### Brief
The word "José" may appear in some lines of the data; copy every such line.

### Data shown

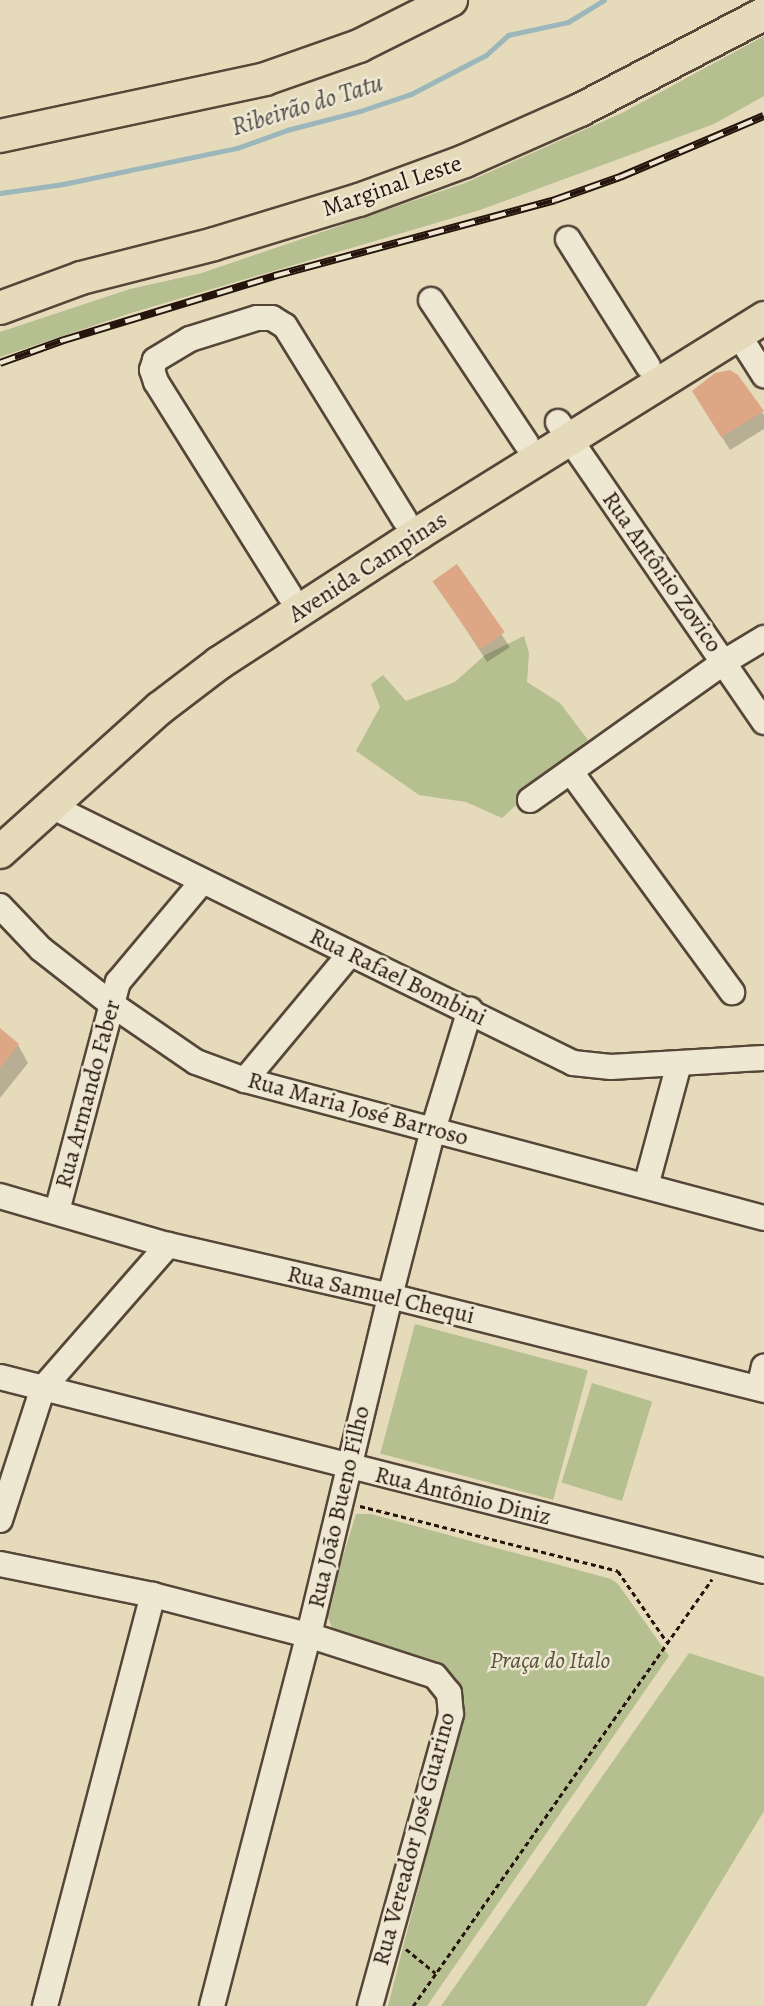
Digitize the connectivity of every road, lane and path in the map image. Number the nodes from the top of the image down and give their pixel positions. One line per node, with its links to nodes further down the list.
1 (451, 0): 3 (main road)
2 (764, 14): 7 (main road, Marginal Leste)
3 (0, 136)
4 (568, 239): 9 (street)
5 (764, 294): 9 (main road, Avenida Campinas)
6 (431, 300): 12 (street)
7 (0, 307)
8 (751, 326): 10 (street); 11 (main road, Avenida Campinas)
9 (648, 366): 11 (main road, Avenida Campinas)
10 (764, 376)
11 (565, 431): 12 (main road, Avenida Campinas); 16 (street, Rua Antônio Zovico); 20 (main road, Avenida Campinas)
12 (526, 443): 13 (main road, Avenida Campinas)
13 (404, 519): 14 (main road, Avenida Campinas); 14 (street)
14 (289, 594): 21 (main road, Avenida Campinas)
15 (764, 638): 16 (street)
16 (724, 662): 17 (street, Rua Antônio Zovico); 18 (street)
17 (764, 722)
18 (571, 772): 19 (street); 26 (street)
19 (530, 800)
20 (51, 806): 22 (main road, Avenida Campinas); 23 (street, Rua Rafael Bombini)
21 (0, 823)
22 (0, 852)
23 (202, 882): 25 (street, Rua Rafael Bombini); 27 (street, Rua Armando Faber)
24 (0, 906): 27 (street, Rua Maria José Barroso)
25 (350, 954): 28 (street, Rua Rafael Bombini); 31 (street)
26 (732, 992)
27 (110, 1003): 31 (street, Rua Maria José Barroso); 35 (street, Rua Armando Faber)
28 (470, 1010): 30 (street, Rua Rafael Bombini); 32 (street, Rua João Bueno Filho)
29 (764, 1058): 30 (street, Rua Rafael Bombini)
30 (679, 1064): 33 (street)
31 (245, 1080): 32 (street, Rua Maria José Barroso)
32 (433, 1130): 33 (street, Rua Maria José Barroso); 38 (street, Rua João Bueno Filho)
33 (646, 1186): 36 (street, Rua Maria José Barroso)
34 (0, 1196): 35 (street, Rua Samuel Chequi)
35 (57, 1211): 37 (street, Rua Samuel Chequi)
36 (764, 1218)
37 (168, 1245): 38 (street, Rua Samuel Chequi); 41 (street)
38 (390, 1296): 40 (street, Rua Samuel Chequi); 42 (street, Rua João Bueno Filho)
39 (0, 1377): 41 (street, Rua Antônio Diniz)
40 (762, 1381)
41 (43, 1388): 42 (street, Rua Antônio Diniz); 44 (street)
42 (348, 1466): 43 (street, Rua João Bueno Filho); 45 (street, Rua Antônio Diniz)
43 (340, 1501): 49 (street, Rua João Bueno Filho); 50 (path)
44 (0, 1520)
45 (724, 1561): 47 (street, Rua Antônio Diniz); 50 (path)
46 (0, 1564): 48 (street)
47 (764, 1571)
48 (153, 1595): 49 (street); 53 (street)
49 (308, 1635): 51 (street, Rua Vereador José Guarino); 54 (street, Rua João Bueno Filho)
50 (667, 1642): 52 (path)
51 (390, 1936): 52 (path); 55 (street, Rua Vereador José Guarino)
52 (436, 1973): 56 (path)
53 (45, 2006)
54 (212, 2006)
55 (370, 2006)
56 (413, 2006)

==

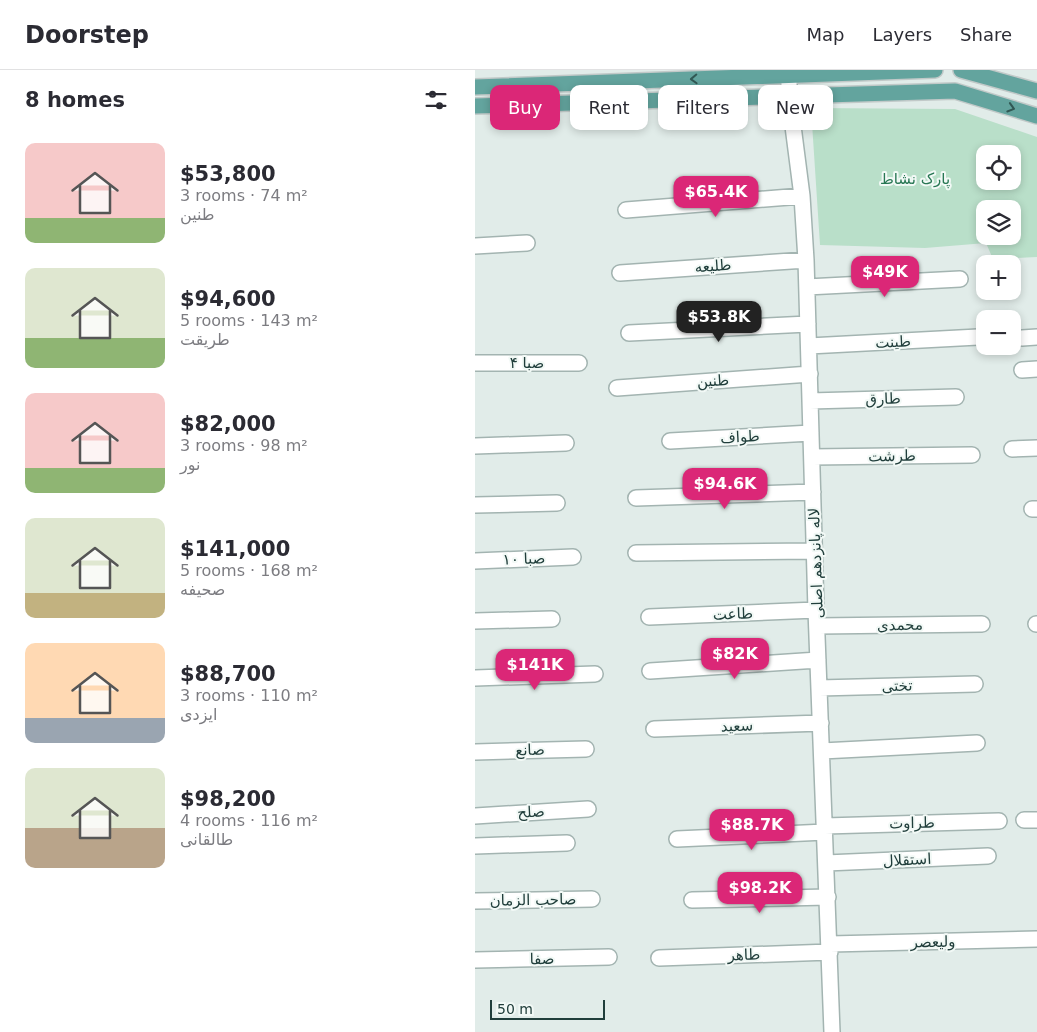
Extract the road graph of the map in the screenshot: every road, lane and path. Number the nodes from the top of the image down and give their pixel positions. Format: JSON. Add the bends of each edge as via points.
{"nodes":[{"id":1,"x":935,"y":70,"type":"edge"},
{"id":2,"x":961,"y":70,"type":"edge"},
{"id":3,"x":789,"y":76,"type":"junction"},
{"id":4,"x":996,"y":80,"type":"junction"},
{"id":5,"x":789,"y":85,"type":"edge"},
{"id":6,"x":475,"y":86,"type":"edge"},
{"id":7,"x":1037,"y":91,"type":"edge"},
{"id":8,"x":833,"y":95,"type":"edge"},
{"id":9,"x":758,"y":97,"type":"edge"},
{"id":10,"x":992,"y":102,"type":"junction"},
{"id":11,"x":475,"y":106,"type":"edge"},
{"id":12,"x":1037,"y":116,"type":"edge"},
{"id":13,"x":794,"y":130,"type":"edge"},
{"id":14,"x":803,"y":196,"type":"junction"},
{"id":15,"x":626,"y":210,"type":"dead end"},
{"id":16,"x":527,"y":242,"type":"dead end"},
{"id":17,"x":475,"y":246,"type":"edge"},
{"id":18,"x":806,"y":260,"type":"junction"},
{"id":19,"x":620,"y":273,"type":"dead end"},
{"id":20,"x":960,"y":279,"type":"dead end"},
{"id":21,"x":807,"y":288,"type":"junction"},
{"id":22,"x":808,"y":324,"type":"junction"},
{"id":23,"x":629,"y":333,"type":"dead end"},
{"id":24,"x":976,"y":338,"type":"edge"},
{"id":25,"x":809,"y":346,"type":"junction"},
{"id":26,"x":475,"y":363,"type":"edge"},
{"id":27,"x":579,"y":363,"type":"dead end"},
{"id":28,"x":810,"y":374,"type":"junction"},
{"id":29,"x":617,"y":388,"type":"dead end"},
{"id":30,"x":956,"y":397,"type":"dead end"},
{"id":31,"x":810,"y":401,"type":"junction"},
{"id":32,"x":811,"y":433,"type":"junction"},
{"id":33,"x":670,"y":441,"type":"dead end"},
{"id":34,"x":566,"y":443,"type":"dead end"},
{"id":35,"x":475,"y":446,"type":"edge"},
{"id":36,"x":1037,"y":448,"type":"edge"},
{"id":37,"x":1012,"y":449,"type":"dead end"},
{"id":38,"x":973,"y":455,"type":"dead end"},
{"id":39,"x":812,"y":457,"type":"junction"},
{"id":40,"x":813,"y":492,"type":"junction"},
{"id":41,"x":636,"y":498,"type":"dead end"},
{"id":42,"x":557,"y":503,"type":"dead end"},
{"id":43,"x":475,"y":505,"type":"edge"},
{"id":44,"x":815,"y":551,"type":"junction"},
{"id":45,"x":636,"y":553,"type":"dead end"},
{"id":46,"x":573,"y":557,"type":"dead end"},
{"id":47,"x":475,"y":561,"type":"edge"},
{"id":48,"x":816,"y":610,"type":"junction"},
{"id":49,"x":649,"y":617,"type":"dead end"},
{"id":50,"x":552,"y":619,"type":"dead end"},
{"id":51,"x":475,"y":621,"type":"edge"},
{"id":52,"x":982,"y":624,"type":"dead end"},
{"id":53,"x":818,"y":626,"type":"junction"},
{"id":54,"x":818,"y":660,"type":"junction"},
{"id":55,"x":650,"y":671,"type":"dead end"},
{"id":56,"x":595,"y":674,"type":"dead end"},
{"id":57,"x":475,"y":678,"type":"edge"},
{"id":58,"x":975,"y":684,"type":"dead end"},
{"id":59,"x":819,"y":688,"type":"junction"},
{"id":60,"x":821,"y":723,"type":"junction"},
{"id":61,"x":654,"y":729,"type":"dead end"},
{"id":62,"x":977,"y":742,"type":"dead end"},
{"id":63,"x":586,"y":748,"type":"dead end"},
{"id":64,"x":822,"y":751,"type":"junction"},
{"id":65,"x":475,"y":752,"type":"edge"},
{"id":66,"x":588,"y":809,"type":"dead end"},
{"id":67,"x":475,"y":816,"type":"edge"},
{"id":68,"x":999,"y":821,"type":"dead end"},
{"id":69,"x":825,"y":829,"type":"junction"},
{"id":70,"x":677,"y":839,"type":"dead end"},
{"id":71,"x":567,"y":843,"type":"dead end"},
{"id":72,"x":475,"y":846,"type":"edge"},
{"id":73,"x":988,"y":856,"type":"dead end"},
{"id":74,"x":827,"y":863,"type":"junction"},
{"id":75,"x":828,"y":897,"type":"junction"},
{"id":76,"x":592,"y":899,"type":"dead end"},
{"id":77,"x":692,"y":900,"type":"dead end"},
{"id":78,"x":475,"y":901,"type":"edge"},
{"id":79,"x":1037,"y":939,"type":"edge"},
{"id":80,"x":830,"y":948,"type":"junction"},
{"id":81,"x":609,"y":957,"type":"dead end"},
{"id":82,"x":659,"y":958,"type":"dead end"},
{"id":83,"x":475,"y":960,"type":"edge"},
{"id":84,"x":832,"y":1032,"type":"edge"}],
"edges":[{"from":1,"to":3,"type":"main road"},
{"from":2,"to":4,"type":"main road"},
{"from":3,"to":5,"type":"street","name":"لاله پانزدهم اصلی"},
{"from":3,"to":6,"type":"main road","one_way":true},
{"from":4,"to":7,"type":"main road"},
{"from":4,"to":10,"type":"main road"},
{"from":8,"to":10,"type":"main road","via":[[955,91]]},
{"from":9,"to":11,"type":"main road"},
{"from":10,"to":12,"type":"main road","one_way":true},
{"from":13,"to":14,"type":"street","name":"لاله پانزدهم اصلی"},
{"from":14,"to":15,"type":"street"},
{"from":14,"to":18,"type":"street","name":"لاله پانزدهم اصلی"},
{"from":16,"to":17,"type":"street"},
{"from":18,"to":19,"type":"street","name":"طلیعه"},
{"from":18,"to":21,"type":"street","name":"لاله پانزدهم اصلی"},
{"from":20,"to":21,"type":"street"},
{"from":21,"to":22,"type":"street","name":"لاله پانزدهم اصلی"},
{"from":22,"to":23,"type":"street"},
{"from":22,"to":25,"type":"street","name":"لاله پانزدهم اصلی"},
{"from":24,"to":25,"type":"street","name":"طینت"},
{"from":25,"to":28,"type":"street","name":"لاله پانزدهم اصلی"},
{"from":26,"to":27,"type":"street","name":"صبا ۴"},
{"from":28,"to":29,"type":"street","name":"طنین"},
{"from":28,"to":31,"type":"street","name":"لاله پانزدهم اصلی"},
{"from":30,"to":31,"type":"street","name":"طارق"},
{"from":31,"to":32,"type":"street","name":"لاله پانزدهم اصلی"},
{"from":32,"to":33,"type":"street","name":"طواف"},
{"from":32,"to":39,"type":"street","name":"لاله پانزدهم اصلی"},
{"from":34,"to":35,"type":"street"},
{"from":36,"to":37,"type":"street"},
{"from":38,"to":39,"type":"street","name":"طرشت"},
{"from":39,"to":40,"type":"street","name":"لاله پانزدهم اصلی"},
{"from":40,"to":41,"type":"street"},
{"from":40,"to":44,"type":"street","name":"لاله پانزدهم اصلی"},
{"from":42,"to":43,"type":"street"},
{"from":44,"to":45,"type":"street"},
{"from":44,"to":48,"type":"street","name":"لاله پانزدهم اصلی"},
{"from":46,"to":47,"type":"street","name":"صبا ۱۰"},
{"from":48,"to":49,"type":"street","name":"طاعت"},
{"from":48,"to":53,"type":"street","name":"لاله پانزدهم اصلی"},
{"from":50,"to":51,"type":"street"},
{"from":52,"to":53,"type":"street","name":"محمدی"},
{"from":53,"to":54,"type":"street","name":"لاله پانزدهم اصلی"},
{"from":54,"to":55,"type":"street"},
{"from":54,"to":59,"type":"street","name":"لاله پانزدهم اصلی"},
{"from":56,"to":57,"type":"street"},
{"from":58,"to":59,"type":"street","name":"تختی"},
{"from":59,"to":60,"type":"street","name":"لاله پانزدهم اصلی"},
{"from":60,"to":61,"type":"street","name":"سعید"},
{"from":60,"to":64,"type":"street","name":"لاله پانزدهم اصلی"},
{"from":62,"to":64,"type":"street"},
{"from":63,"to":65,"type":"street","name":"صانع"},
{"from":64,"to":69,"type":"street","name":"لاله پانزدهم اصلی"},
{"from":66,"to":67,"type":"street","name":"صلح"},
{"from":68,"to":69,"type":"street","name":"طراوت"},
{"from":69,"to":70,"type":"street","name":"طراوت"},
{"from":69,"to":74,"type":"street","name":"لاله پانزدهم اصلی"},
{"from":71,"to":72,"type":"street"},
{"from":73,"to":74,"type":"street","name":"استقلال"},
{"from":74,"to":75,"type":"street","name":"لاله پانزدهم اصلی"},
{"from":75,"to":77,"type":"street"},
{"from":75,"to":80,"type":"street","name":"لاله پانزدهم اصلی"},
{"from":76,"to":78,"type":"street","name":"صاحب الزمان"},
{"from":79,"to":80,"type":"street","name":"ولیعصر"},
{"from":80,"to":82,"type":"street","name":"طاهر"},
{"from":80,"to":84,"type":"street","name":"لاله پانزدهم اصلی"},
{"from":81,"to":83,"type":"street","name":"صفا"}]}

### Your solution
24 (0, 906): 27 (street, Rua Maria José Barroso)
27 (110, 1003): 31 (street, Rua Maria José Barroso); 35 (street, Rua Armando Faber)
31 (245, 1080): 32 (street, Rua Maria José Barroso)
32 (433, 1130): 33 (street, Rua Maria José Barroso); 38 (street, Rua João Bueno Filho)
33 (646, 1186): 36 (street, Rua Maria José Barroso)
49 (308, 1635): 51 (street, Rua Vereador José Guarino); 54 (street, Rua João Bueno Filho)
51 (390, 1936): 52 (path); 55 (street, Rua Vereador José Guarino)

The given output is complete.